[[ Exercise input, beginning ]]
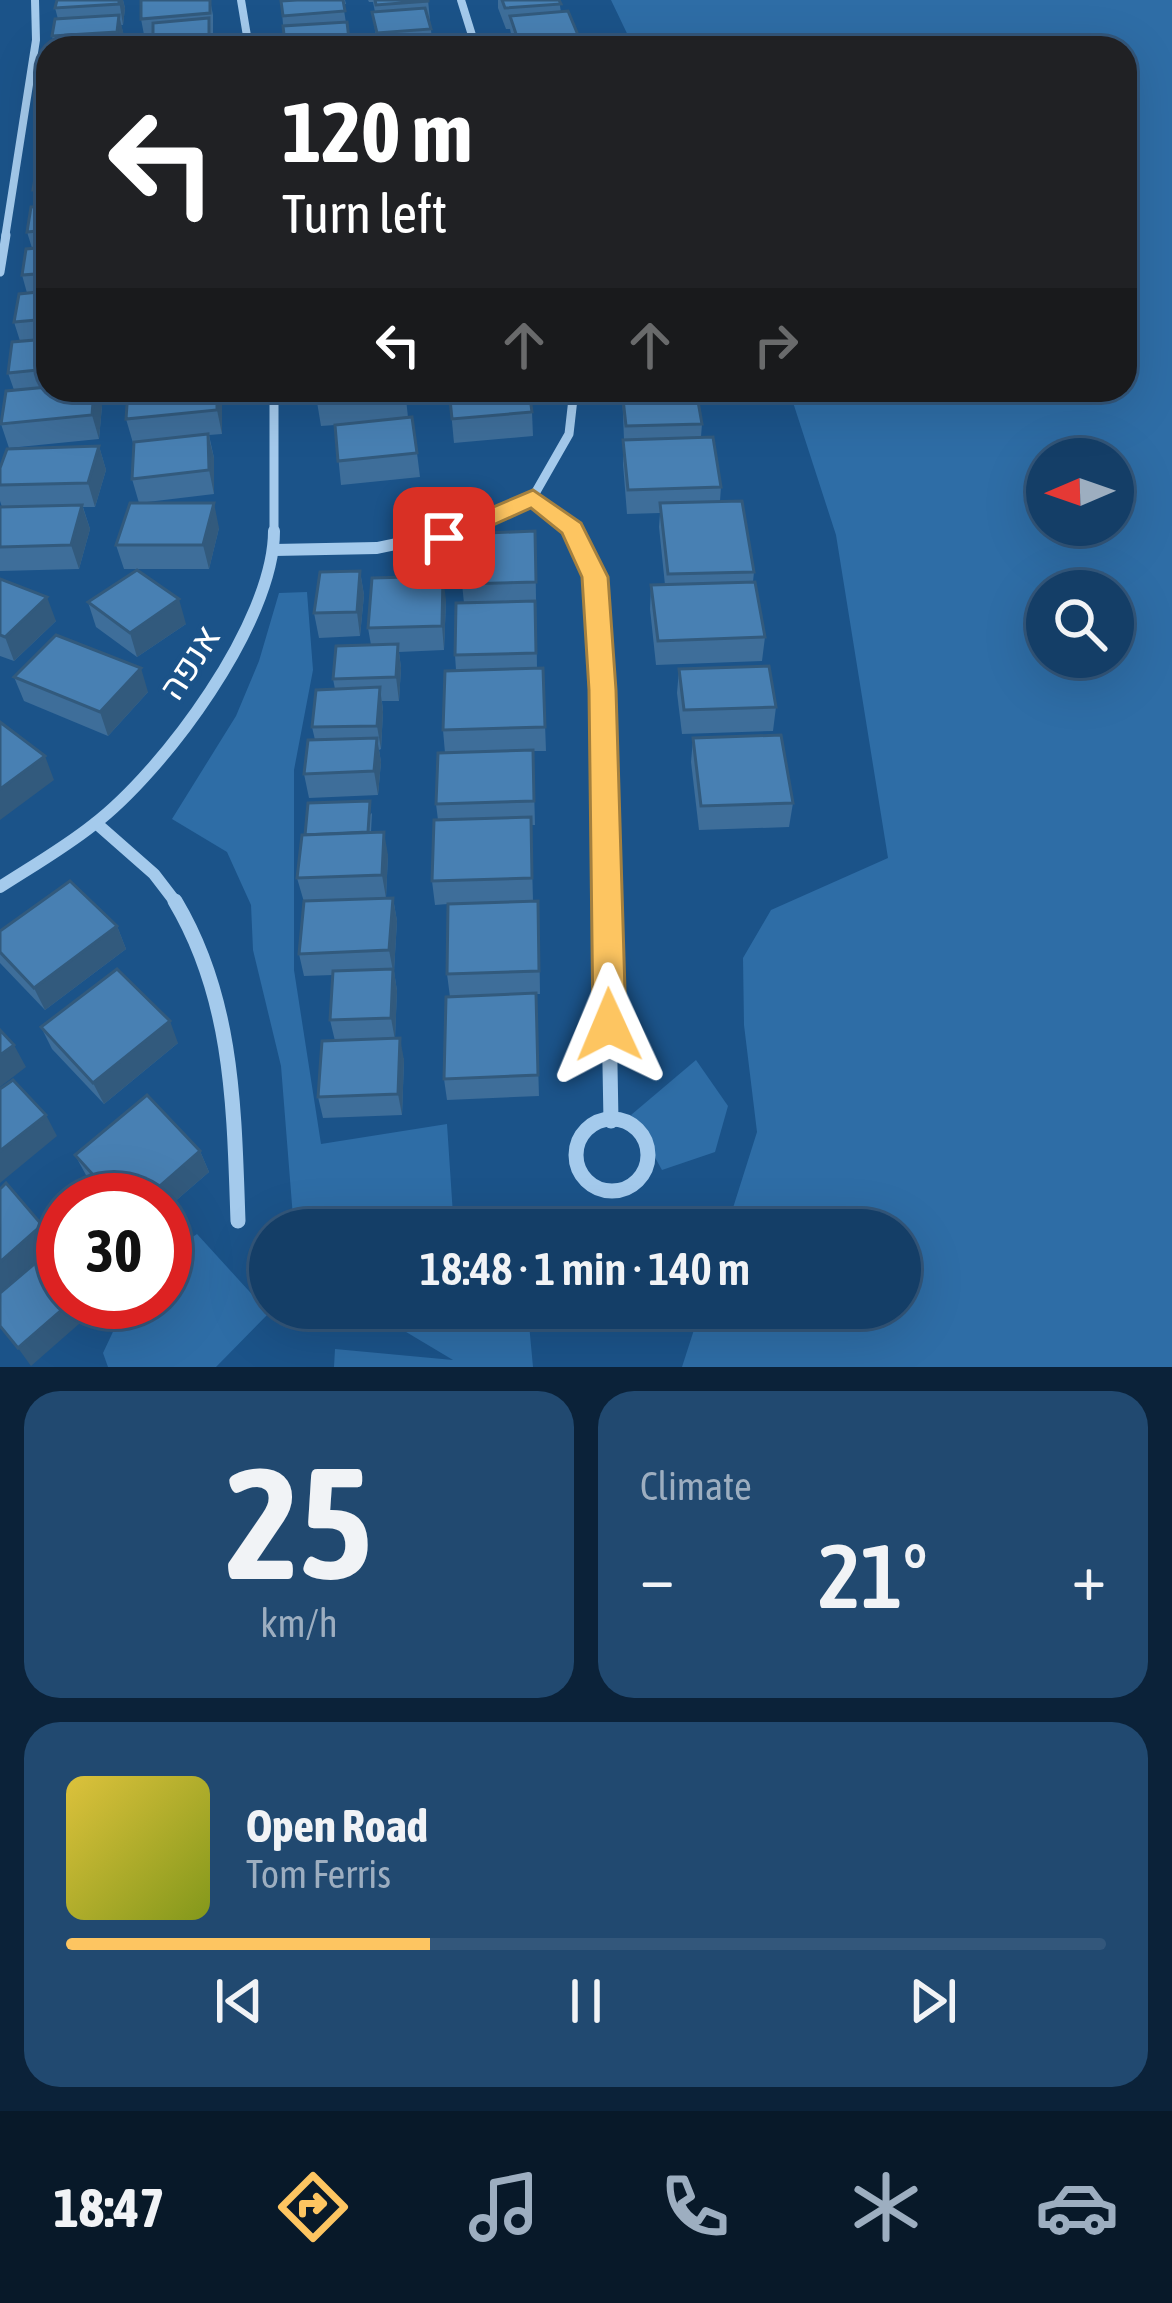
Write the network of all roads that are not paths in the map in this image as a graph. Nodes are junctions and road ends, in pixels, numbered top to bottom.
1 (35, 0) edge
2 (241, 0) edge
3 (461, 0) edge
4 (248, 36) edge
5 (472, 36) edge
6 (0, 272) edge
7 (274, 402) edge
8 (575, 402) edge
9 (533, 497) junction
10 (274, 550) junction
11 (95, 824) junction
12 (0, 887) edge
13 (611, 1121) junction
14 (238, 1221) dead end

1 - 6 street
2 - 4 street
3 - 5 street
7 - 10 street, אנפה
8 - 9 street
9 - 10 street
9 - 13 street
10 - 11 street, אנפה
11 - 12 street, אנפה
11 - 14 street
13 - 13 street

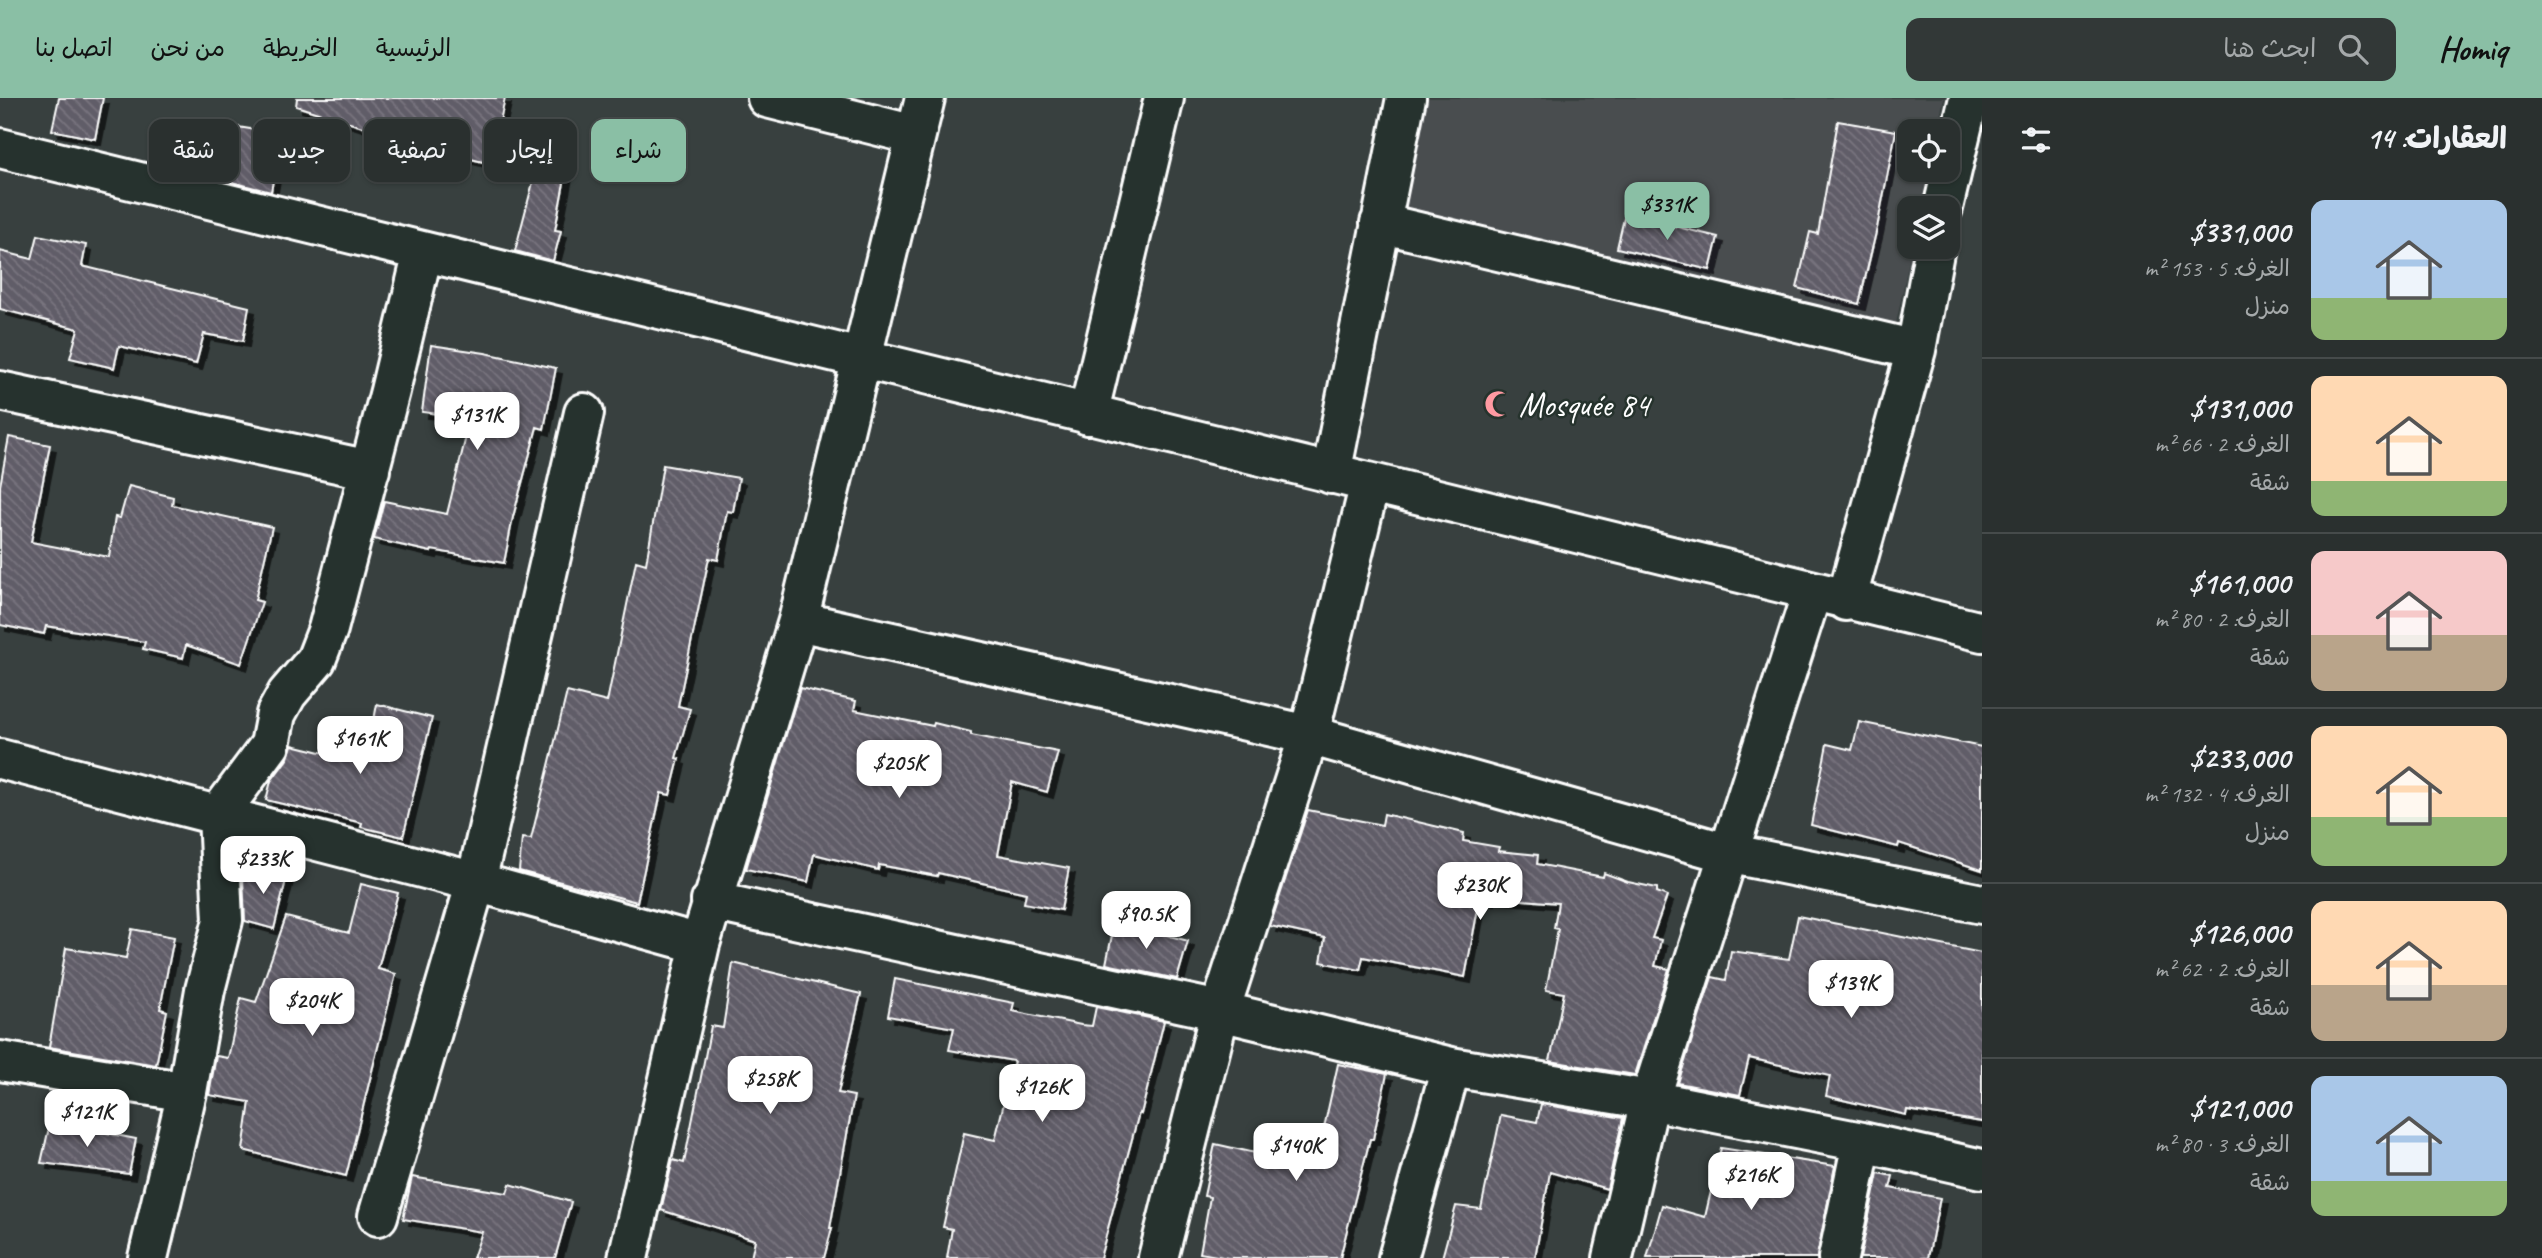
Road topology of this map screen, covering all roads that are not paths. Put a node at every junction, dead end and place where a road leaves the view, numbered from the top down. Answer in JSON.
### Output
{"nodes":[{"id":1,"x":767,"y":98,"type":"edge"},
{"id":2,"x":925,"y":98,"type":"edge"},
{"id":3,"x":1164,"y":98,"type":"edge"},
{"id":4,"x":1406,"y":98,"type":"edge"},
{"id":5,"x":1969,"y":98,"type":"edge"},
{"id":6,"x":915,"y":135,"type":"junction"},
{"id":7,"x":0,"y":148,"type":"edge"},
{"id":8,"x":1946,"y":196,"type":"edge"},
{"id":9,"x":1380,"y":223,"type":"junction"},
{"id":10,"x":423,"y":252,"type":"junction"},
{"id":11,"x":1933,"y":259,"type":"edge"},
{"id":12,"x":1916,"y":350,"type":"junction"},
{"id":13,"x":861,"y":359,"type":"junction"},
{"id":14,"x":0,"y":391,"type":"edge"},
{"id":15,"x":584,"y":414,"type":"dead end"},
{"id":16,"x":1088,"y":415,"type":"junction"},
{"id":17,"x":370,"y":470,"type":"junction"},
{"id":18,"x":1331,"y":474,"type":"junction"},
{"id":19,"x":1370,"y":483,"type":"junction"},
{"id":20,"x":1829,"y":597,"type":"junction"},
{"id":21,"x":798,"y":621,"type":"junction"},
{"id":22,"x":1982,"y":632,"type":"edge"},
{"id":23,"x":1308,"y":735,"type":"junction"},
{"id":24,"x":0,"y":759,"type":"edge"},
{"id":25,"x":218,"y":815,"type":"junction"},
{"id":26,"x":1727,"y":853,"type":"junction"},
{"id":27,"x":476,"y":882,"type":"junction"},
{"id":28,"x":712,"y":901,"type":"junction"},
{"id":29,"x":1982,"y":904,"type":"edge"},
{"id":30,"x":700,"y":944,"type":"junction"},
{"id":31,"x":1220,"y":1011,"type":"junction"},
{"id":32,"x":0,"y":1061,"type":"edge"},
{"id":33,"x":1451,"y":1067,"type":"junction"},
{"id":34,"x":187,"y":1092,"type":"junction"},
{"id":35,"x":1650,"y":1100,"type":"junction"},
{"id":36,"x":1863,"y":1142,"type":"junction"},
{"id":37,"x":1982,"y":1169,"type":"edge"},
{"id":38,"x":378,"y":1216,"type":"dead end"},
{"id":39,"x":148,"y":1258,"type":"edge"},
{"id":40,"x":628,"y":1258,"type":"edge"},
{"id":41,"x":1158,"y":1258,"type":"edge"},
{"id":42,"x":1398,"y":1258,"type":"edge"},
{"id":43,"x":1613,"y":1258,"type":"edge"},
{"id":44,"x":1838,"y":1258,"type":"edge"}],
"edges":[{"from":1,"to":6,"type":"street"},
{"from":2,"to":6,"type":"street"},
{"from":3,"to":16,"type":"street"},
{"from":4,"to":9,"type":"street"},
{"from":5,"to":8,"type":"street"},
{"from":6,"to":13,"type":"street"},
{"from":7,"to":10,"type":"street"},
{"from":9,"to":12,"type":"street"},
{"from":9,"to":18,"type":"street"},
{"from":10,"to":13,"type":"street"},
{"from":10,"to":17,"type":"street"},
{"from":11,"to":12,"type":"street"},
{"from":12,"to":20,"type":"street"},
{"from":13,"to":16,"type":"street"},
{"from":13,"to":21,"type":"street"},
{"from":14,"to":17,"type":"street"},
{"from":15,"to":27,"type":"street"},
{"from":16,"to":18,"type":"street"},
{"from":17,"to":25,"type":"street"},
{"from":18,"to":19,"type":"street"},
{"from":19,"to":20,"type":"street"},
{"from":19,"to":23,"type":"street"},
{"from":20,"to":22,"type":"street"},
{"from":20,"to":26,"type":"street"},
{"from":21,"to":23,"type":"street"},
{"from":21,"to":28,"type":"street"},
{"from":23,"to":26,"type":"street"},
{"from":23,"to":31,"type":"street"},
{"from":24,"to":25,"type":"street"},
{"from":25,"to":27,"type":"street"},
{"from":25,"to":34,"type":"street"},
{"from":26,"to":29,"type":"street"},
{"from":26,"to":35,"type":"street"},
{"from":27,"to":30,"type":"street"},
{"from":27,"to":38,"type":"street"},
{"from":28,"to":30,"type":"street"},
{"from":28,"to":31,"type":"street"},
{"from":30,"to":40,"type":"street"},
{"from":31,"to":33,"type":"street"},
{"from":31,"to":41,"type":"street"},
{"from":32,"to":34,"type":"street"},
{"from":33,"to":35,"type":"street"},
{"from":33,"to":42,"type":"street"},
{"from":34,"to":39,"type":"street"},
{"from":35,"to":36,"type":"street"},
{"from":35,"to":43,"type":"street"},
{"from":36,"to":37,"type":"street"},
{"from":36,"to":44,"type":"street"}]}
[[ Exercise input, end ]]
Copy the full listing above exactly, apart from the pictures.

Task result:
Write the network of all roads that are not paths in the map in this image as a graph. Nodes are junctions and road ends, in pixels, numbered top to bottom.
1 (35, 0) edge
2 (241, 0) edge
3 (461, 0) edge
4 (248, 36) edge
5 (472, 36) edge
6 (0, 272) edge
7 (274, 402) edge
8 (575, 402) edge
9 (533, 497) junction
10 (274, 550) junction
11 (95, 824) junction
12 (0, 887) edge
13 (611, 1121) junction
14 (238, 1221) dead end

1 - 6 street
2 - 4 street
3 - 5 street
7 - 10 street, אנפה
8 - 9 street
9 - 10 street
9 - 13 street
10 - 11 street, אנפה
11 - 12 street, אנפה
11 - 14 street
13 - 13 street

Road topology of this map screen, covering all roads that are not paths. Put a node at every junction, dead end and place where a road leaves the view, numbered from the top down. Answer in JSON.
### Output
{"nodes":[{"id":1,"x":767,"y":98,"type":"edge"},
{"id":2,"x":925,"y":98,"type":"edge"},
{"id":3,"x":1164,"y":98,"type":"edge"},
{"id":4,"x":1406,"y":98,"type":"edge"},
{"id":5,"x":1969,"y":98,"type":"edge"},
{"id":6,"x":915,"y":135,"type":"junction"},
{"id":7,"x":0,"y":148,"type":"edge"},
{"id":8,"x":1946,"y":196,"type":"edge"},
{"id":9,"x":1380,"y":223,"type":"junction"},
{"id":10,"x":423,"y":252,"type":"junction"},
{"id":11,"x":1933,"y":259,"type":"edge"},
{"id":12,"x":1916,"y":350,"type":"junction"},
{"id":13,"x":861,"y":359,"type":"junction"},
{"id":14,"x":0,"y":391,"type":"edge"},
{"id":15,"x":584,"y":414,"type":"dead end"},
{"id":16,"x":1088,"y":415,"type":"junction"},
{"id":17,"x":370,"y":470,"type":"junction"},
{"id":18,"x":1331,"y":474,"type":"junction"},
{"id":19,"x":1370,"y":483,"type":"junction"},
{"id":20,"x":1829,"y":597,"type":"junction"},
{"id":21,"x":798,"y":621,"type":"junction"},
{"id":22,"x":1982,"y":632,"type":"edge"},
{"id":23,"x":1308,"y":735,"type":"junction"},
{"id":24,"x":0,"y":759,"type":"edge"},
{"id":25,"x":218,"y":815,"type":"junction"},
{"id":26,"x":1727,"y":853,"type":"junction"},
{"id":27,"x":476,"y":882,"type":"junction"},
{"id":28,"x":712,"y":901,"type":"junction"},
{"id":29,"x":1982,"y":904,"type":"edge"},
{"id":30,"x":700,"y":944,"type":"junction"},
{"id":31,"x":1220,"y":1011,"type":"junction"},
{"id":32,"x":0,"y":1061,"type":"edge"},
{"id":33,"x":1451,"y":1067,"type":"junction"},
{"id":34,"x":187,"y":1092,"type":"junction"},
{"id":35,"x":1650,"y":1100,"type":"junction"},
{"id":36,"x":1863,"y":1142,"type":"junction"},
{"id":37,"x":1982,"y":1169,"type":"edge"},
{"id":38,"x":378,"y":1216,"type":"dead end"},
{"id":39,"x":148,"y":1258,"type":"edge"},
{"id":40,"x":628,"y":1258,"type":"edge"},
{"id":41,"x":1158,"y":1258,"type":"edge"},
{"id":42,"x":1398,"y":1258,"type":"edge"},
{"id":43,"x":1613,"y":1258,"type":"edge"},
{"id":44,"x":1838,"y":1258,"type":"edge"}],
"edges":[{"from":1,"to":6,"type":"street"},
{"from":2,"to":6,"type":"street"},
{"from":3,"to":16,"type":"street"},
{"from":4,"to":9,"type":"street"},
{"from":5,"to":8,"type":"street"},
{"from":6,"to":13,"type":"street"},
{"from":7,"to":10,"type":"street"},
{"from":9,"to":12,"type":"street"},
{"from":9,"to":18,"type":"street"},
{"from":10,"to":13,"type":"street"},
{"from":10,"to":17,"type":"street"},
{"from":11,"to":12,"type":"street"},
{"from":12,"to":20,"type":"street"},
{"from":13,"to":16,"type":"street"},
{"from":13,"to":21,"type":"street"},
{"from":14,"to":17,"type":"street"},
{"from":15,"to":27,"type":"street"},
{"from":16,"to":18,"type":"street"},
{"from":17,"to":25,"type":"street"},
{"from":18,"to":19,"type":"street"},
{"from":19,"to":20,"type":"street"},
{"from":19,"to":23,"type":"street"},
{"from":20,"to":22,"type":"street"},
{"from":20,"to":26,"type":"street"},
{"from":21,"to":23,"type":"street"},
{"from":21,"to":28,"type":"street"},
{"from":23,"to":26,"type":"street"},
{"from":23,"to":31,"type":"street"},
{"from":24,"to":25,"type":"street"},
{"from":25,"to":27,"type":"street"},
{"from":25,"to":34,"type":"street"},
{"from":26,"to":29,"type":"street"},
{"from":26,"to":35,"type":"street"},
{"from":27,"to":30,"type":"street"},
{"from":27,"to":38,"type":"street"},
{"from":28,"to":30,"type":"street"},
{"from":28,"to":31,"type":"street"},
{"from":30,"to":40,"type":"street"},
{"from":31,"to":33,"type":"street"},
{"from":31,"to":41,"type":"street"},
{"from":32,"to":34,"type":"street"},
{"from":33,"to":35,"type":"street"},
{"from":33,"to":42,"type":"street"},
{"from":34,"to":39,"type":"street"},
{"from":35,"to":36,"type":"street"},
{"from":35,"to":43,"type":"street"},
{"from":36,"to":37,"type":"street"},
{"from":36,"to":44,"type":"street"}]}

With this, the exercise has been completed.